### What is being asked
Make an exact reproduction of all the data.

··· Records for this exercise

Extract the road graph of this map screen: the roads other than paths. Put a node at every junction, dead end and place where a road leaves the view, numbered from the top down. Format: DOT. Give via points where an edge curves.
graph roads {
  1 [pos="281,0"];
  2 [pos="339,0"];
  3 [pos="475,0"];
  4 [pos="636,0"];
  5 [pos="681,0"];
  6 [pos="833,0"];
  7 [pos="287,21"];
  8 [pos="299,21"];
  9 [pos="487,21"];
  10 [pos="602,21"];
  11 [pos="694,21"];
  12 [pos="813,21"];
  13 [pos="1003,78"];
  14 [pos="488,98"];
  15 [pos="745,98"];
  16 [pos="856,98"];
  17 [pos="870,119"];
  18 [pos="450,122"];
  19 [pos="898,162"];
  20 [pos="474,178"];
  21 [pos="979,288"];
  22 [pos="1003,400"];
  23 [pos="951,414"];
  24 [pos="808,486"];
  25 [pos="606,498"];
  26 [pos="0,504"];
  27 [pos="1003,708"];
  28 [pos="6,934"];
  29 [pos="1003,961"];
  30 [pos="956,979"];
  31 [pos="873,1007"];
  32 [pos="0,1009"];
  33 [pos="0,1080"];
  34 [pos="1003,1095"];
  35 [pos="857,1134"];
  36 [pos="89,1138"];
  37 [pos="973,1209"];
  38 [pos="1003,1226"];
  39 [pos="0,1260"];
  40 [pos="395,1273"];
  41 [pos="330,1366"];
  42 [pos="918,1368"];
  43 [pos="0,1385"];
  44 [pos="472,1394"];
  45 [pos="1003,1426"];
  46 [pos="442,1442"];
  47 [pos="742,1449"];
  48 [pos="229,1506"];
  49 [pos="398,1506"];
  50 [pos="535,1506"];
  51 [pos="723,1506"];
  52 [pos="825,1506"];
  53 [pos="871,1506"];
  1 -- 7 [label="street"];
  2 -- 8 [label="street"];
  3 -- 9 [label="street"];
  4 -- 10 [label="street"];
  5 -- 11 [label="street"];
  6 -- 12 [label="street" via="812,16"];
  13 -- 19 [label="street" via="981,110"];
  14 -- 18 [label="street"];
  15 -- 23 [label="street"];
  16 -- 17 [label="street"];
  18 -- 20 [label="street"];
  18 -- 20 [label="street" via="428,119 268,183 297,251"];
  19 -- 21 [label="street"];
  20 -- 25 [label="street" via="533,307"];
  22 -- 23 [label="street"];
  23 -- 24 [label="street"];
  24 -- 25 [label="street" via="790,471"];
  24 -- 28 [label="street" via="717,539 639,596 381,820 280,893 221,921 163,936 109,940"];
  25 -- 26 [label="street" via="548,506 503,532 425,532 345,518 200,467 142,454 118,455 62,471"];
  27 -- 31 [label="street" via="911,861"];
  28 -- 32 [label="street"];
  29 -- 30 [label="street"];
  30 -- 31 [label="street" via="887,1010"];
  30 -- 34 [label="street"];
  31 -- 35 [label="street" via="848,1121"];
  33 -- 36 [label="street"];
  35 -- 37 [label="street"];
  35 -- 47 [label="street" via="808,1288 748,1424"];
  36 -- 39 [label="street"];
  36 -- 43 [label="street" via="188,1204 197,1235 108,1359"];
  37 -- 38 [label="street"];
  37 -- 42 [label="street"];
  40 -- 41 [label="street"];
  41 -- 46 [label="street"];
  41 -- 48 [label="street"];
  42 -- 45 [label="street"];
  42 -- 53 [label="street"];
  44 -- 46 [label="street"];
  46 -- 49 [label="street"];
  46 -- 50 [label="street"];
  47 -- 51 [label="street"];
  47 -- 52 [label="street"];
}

······

### Exercise answer
Extract the road graph of this map screen: the roads other than paths. Put a node at every junction, dead end and place where a road leaves the view, numbered from the top down. Format: DOT. Give via points where an edge curves.
graph roads {
  1 [pos="281,0"];
  2 [pos="339,0"];
  3 [pos="475,0"];
  4 [pos="636,0"];
  5 [pos="681,0"];
  6 [pos="833,0"];
  7 [pos="287,21"];
  8 [pos="299,21"];
  9 [pos="487,21"];
  10 [pos="602,21"];
  11 [pos="694,21"];
  12 [pos="813,21"];
  13 [pos="1003,78"];
  14 [pos="488,98"];
  15 [pos="745,98"];
  16 [pos="856,98"];
  17 [pos="870,119"];
  18 [pos="450,122"];
  19 [pos="898,162"];
  20 [pos="474,178"];
  21 [pos="979,288"];
  22 [pos="1003,400"];
  23 [pos="951,414"];
  24 [pos="808,486"];
  25 [pos="606,498"];
  26 [pos="0,504"];
  27 [pos="1003,708"];
  28 [pos="6,934"];
  29 [pos="1003,961"];
  30 [pos="956,979"];
  31 [pos="873,1007"];
  32 [pos="0,1009"];
  33 [pos="0,1080"];
  34 [pos="1003,1095"];
  35 [pos="857,1134"];
  36 [pos="89,1138"];
  37 [pos="973,1209"];
  38 [pos="1003,1226"];
  39 [pos="0,1260"];
  40 [pos="395,1273"];
  41 [pos="330,1366"];
  42 [pos="918,1368"];
  43 [pos="0,1385"];
  44 [pos="472,1394"];
  45 [pos="1003,1426"];
  46 [pos="442,1442"];
  47 [pos="742,1449"];
  48 [pos="229,1506"];
  49 [pos="398,1506"];
  50 [pos="535,1506"];
  51 [pos="723,1506"];
  52 [pos="825,1506"];
  53 [pos="871,1506"];
  1 -- 7 [label="street"];
  2 -- 8 [label="street"];
  3 -- 9 [label="street"];
  4 -- 10 [label="street"];
  5 -- 11 [label="street"];
  6 -- 12 [label="street" via="812,16"];
  13 -- 19 [label="street" via="981,110"];
  14 -- 18 [label="street"];
  15 -- 23 [label="street"];
  16 -- 17 [label="street"];
  18 -- 20 [label="street"];
  18 -- 20 [label="street" via="428,119 268,183 297,251"];
  19 -- 21 [label="street"];
  20 -- 25 [label="street" via="533,307"];
  22 -- 23 [label="street"];
  23 -- 24 [label="street"];
  24 -- 25 [label="street" via="790,471"];
  24 -- 28 [label="street" via="717,539 639,596 381,820 280,893 221,921 163,936 109,940"];
  25 -- 26 [label="street" via="548,506 503,532 425,532 345,518 200,467 142,454 118,455 62,471"];
  27 -- 31 [label="street" via="911,861"];
  28 -- 32 [label="street"];
  29 -- 30 [label="street"];
  30 -- 31 [label="street" via="887,1010"];
  30 -- 34 [label="street"];
  31 -- 35 [label="street" via="848,1121"];
  33 -- 36 [label="street"];
  35 -- 37 [label="street"];
  35 -- 47 [label="street" via="808,1288 748,1424"];
  36 -- 39 [label="street"];
  36 -- 43 [label="street" via="188,1204 197,1235 108,1359"];
  37 -- 38 [label="street"];
  37 -- 42 [label="street"];
  40 -- 41 [label="street"];
  41 -- 46 [label="street"];
  41 -- 48 [label="street"];
  42 -- 45 [label="street"];
  42 -- 53 [label="street"];
  44 -- 46 [label="street"];
  46 -- 49 [label="street"];
  46 -- 50 [label="street"];
  47 -- 51 [label="street"];
  47 -- 52 [label="street"];
}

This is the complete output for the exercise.